Your Quick Tips

Check with Tourism Agencies
If you want to know more about the area from which your ancestors originated or in which they later lived, a good source is tourism information for the area. This usually will include some local history, maps, heritage sites, and pictures of the countryside.
 
Many U.S. cities and counties have a magazine-like tourist publication, as do states. Some can be ordered through websites, and they are typically free. Searching with Google for a location plus “tourist information” will provide many sources. I ordered a booklet online from County Fermanaugh, Ireland, because an ancestor was born there in 1722. 

Travel company brochures are another source. Recently, I clipped a scenic picture of the Rhine River in Germany from a river cruise line catalog. An ancestor of mine was born close to that river and traveled it to Rotterdam to sail to America in 1751. I add these pictures, etc., to my family file on the generation(s) that lived there. Keep in mind that such pictures are under copyright and should not be used in a published family history.

Ruth Dunlap
Illinois 

More Help for Hard-to-Read Images

1. Use a screen capture tool. Isolate the part of the image you are having problems with; enlarge it and then quickly run through the edit functions starting with the Sharpen image tool. It is amazing what you can do to improve the image with just that edit feature. Most screen capture tools also let you rapidly change from negative to positive images, sepia to black and white, etc. I use the FastStone Capture tool, which I downloaded for free.

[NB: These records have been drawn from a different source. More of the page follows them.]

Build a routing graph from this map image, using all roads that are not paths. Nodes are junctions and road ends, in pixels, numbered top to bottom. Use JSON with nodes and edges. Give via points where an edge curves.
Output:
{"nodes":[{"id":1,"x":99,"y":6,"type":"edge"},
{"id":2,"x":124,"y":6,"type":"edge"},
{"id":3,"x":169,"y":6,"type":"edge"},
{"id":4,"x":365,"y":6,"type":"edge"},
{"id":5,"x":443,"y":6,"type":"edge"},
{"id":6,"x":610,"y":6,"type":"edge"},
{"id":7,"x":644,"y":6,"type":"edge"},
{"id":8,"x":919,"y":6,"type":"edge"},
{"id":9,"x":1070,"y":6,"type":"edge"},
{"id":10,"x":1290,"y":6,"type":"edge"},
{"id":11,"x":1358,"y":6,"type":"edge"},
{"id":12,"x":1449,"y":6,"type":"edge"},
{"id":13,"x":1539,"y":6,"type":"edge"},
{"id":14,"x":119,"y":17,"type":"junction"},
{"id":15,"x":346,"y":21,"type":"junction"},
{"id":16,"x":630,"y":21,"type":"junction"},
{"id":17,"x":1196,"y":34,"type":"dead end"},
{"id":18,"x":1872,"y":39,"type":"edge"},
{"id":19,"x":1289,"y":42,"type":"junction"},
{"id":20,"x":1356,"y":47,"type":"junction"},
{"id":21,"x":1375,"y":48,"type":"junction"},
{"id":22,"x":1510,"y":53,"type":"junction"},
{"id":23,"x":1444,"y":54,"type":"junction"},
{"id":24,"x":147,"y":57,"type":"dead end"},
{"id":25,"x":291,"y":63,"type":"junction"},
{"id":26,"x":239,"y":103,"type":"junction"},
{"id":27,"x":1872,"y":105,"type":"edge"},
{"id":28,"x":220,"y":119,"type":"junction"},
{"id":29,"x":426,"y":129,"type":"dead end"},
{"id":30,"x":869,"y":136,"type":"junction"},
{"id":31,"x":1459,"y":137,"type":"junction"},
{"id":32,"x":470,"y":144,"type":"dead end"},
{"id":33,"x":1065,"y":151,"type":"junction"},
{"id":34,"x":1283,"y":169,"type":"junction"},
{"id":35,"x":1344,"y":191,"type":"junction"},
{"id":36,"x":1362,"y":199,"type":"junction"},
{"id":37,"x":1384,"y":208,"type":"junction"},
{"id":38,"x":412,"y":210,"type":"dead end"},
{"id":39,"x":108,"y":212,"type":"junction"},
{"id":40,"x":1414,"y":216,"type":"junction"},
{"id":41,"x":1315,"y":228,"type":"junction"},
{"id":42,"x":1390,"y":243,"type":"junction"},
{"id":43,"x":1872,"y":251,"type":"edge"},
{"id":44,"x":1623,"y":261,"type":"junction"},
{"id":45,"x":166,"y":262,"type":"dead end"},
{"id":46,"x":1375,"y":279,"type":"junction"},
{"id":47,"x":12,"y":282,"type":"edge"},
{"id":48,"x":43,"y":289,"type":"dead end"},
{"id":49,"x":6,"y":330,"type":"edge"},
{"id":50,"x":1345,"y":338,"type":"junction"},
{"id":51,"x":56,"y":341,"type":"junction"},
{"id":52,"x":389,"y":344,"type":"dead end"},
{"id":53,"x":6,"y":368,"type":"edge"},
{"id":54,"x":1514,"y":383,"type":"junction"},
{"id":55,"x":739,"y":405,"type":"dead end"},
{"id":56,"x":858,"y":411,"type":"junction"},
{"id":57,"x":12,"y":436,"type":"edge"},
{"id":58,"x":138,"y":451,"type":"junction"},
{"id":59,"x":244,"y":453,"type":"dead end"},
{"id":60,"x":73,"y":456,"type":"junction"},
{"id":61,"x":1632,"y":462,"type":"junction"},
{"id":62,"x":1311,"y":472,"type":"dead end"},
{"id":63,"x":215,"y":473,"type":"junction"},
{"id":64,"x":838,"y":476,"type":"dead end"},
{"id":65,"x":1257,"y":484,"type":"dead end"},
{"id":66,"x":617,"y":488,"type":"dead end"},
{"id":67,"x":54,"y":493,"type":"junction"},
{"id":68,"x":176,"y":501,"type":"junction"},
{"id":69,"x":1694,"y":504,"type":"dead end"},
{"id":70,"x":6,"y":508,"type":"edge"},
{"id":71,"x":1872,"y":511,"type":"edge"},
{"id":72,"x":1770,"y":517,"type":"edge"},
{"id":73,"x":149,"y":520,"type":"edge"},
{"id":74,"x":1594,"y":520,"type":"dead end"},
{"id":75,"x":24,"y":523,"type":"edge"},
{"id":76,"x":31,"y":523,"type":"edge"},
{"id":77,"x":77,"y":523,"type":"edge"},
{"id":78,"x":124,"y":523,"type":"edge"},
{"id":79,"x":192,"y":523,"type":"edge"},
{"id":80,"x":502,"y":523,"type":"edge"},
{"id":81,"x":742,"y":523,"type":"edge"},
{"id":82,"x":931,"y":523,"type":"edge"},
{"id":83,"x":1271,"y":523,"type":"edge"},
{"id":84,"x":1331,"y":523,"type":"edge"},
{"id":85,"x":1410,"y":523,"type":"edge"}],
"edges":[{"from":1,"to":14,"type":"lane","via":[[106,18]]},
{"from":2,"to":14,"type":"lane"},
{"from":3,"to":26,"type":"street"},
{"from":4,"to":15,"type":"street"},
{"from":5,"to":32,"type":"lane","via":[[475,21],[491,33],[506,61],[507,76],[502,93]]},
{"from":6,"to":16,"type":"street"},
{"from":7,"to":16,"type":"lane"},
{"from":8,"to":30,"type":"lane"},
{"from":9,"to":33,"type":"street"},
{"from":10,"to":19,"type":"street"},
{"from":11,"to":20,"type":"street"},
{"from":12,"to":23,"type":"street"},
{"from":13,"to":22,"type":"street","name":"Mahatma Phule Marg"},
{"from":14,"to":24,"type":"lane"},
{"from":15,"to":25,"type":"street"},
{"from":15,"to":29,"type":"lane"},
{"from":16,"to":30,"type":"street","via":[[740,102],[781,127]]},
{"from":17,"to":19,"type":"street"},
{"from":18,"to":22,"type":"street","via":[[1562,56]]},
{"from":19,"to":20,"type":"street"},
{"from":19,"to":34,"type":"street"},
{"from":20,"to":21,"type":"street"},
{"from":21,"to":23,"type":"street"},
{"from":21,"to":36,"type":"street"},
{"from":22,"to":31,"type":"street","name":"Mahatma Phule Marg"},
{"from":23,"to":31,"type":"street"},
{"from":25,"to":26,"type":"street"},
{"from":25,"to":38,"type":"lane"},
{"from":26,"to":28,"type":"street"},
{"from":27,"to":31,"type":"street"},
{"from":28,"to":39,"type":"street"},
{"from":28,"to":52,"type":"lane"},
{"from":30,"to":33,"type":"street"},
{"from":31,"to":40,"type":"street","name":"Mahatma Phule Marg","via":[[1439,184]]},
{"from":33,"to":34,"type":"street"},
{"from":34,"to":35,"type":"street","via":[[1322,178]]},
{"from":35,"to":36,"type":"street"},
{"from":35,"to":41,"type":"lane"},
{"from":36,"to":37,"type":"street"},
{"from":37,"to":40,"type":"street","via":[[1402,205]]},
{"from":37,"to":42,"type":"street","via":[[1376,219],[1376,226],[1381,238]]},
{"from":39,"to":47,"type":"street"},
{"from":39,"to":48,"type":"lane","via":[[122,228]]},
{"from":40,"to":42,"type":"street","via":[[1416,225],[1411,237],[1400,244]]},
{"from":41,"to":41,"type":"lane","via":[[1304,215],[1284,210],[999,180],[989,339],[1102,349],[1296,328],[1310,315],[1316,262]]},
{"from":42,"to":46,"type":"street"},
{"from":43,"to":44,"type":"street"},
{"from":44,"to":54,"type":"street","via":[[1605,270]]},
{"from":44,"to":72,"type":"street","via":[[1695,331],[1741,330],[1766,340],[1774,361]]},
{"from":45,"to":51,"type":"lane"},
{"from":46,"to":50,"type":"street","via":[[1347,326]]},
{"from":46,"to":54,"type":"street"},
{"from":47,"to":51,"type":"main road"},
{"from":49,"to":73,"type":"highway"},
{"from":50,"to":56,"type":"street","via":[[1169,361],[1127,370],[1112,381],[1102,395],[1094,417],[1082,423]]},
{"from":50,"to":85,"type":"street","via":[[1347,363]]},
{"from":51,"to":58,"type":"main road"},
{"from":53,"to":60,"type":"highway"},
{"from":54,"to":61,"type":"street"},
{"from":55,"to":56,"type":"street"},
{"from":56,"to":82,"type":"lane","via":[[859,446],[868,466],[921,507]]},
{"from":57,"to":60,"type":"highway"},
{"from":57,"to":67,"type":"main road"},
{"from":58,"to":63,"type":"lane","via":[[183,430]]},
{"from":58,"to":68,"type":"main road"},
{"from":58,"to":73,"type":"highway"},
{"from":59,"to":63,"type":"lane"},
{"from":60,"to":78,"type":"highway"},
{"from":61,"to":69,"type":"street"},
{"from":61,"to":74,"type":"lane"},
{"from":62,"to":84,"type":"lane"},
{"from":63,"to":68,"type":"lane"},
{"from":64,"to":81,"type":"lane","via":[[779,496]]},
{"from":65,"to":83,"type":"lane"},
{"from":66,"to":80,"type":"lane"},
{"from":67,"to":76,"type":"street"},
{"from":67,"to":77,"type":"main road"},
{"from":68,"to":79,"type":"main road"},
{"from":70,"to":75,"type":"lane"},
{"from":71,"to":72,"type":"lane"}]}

2. If you have a projector (such as for a PowerPoint slide show), project the image as large and as crisply as you can make it. Sometime seeing the image as big as the wall in a room will give you additional clues.

Terry Thornton,
Fulton, Mississippi

Editor’s Note: The “Help for Hard-to-Read Images” article generated quite a few great tips from our readers. If you read the newsletter early on, or didn’t click through to the blog, you can read them now. Thanks to Terry and everyone else who sent in their favorite tips!

Tracing Unusual Given Names
My ancestor, Mary (Polly) Davis, married Taylor Spencer in 1769 in Springfield, Vermont. Taylor wasn’t a problem; I knew his line. Since theirs was only the fifth marriage recorded for that town, I knew Mary must have come from another community. But where? After years of searching, I had almost given up hope of finding her family.

Then I looked at the names of her sixteen children and selected the more unusual ones: Philena, Simon, Simeon, Sampson, Theodosia, and Phineas.

Combining these with the surname Davis, it took just a few minutes to identify her lineage, based on a concentration of several of those same names among her siblings. Further, she was in the list with the known birth year, and the towns where her family had lived were in a logical location–northern Massachusetts.